EXERCISE REQUIREMENTS | In the lines below, the string "улица" may appear; say how many lines hold it and give nothing more.

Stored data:
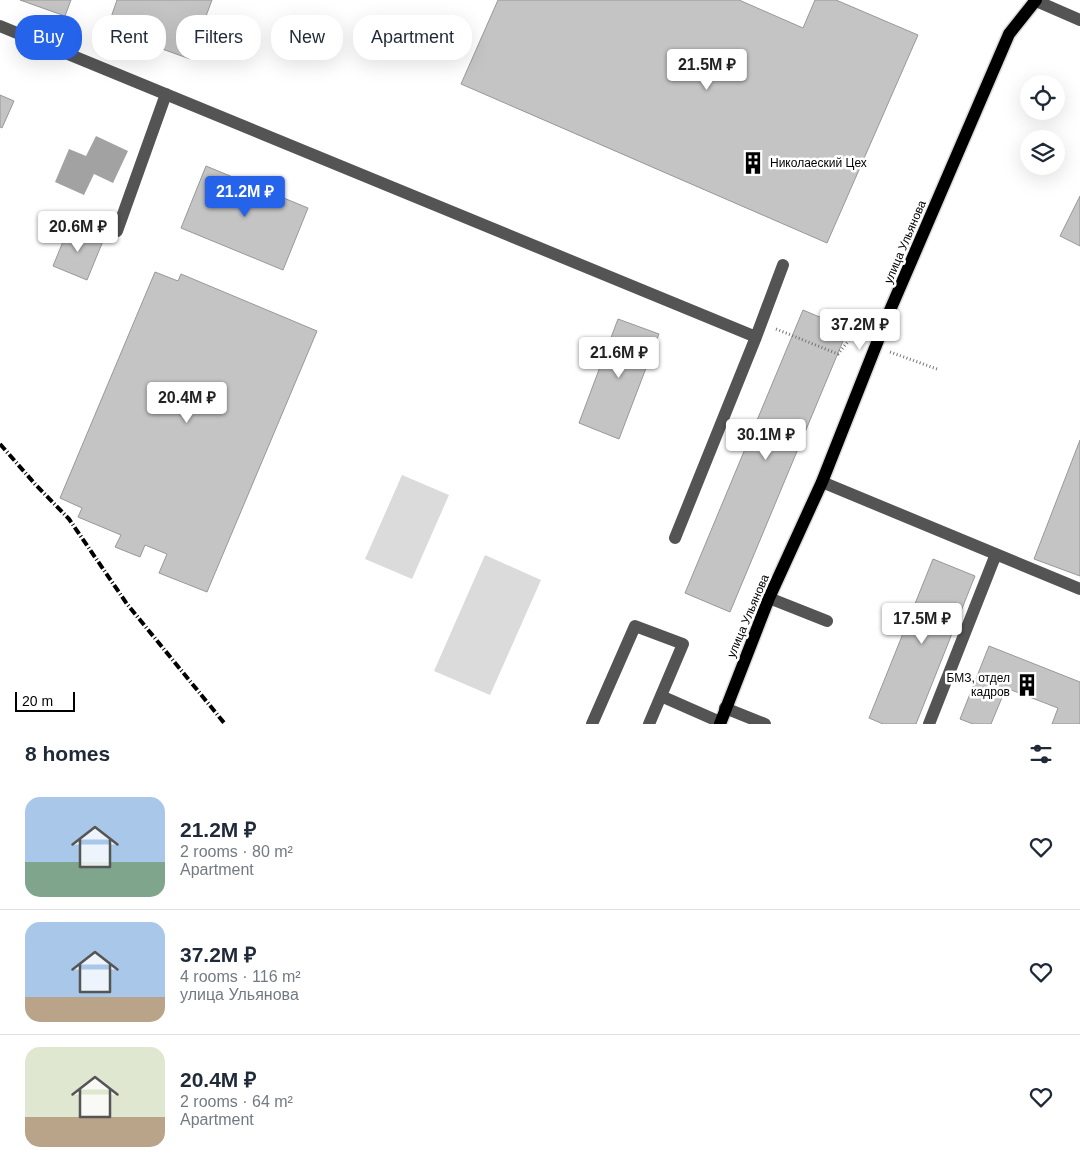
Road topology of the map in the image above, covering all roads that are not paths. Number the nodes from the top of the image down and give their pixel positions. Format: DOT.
graph roads {
  1 [pos="1036,0"];
  2 [pos="1080,20"];
  3 [pos="0,26"];
  4 [pos="166,94"];
  5 [pos="117,231"];
  6 [pos="783,265"];
  7 [pos="756,337"];
  8 [pos="822,482"];
  9 [pos="675,538"];
  10 [pos="996,554"];
  11 [pos="1080,589"];
  12 [pos="769,598"];
  13 [pos="827,621"];
  14 [pos="661,696"];
  15 [pos="725,708"];
  16 [pos="720,723"];
  17 [pos="592,724"];
  18 [pos="649,724"];
  19 [pos="765,724"];
  20 [pos="929,724"];
  1 -- 2 [label="street"];
  1 -- 8 [label="main road, улица Ульянова"];
  3 -- 4 [label="street"];
  4 -- 5 [label="street"];
  4 -- 7 [label="street"];
  6 -- 7 [label="street"];
  7 -- 9 [label="street"];
  8 -- 10 [label="street"];
  8 -- 12 [label="main road, улица Ульянова"];
  10 -- 11 [label="street"];
  10 -- 20 [label="street"];
  12 -- 13 [label="street"];
  12 -- 15 [label="main road, улица Ульянова"];
  14 -- 16 [label="street"];
  14 -- 17 [label="street"];
  14 -- 18 [label="street"];
  15 -- 16 [label="main road, улица Ульянова"];
  15 -- 19 [label="street"];
}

SOLUTION FOR THIS TASK | 4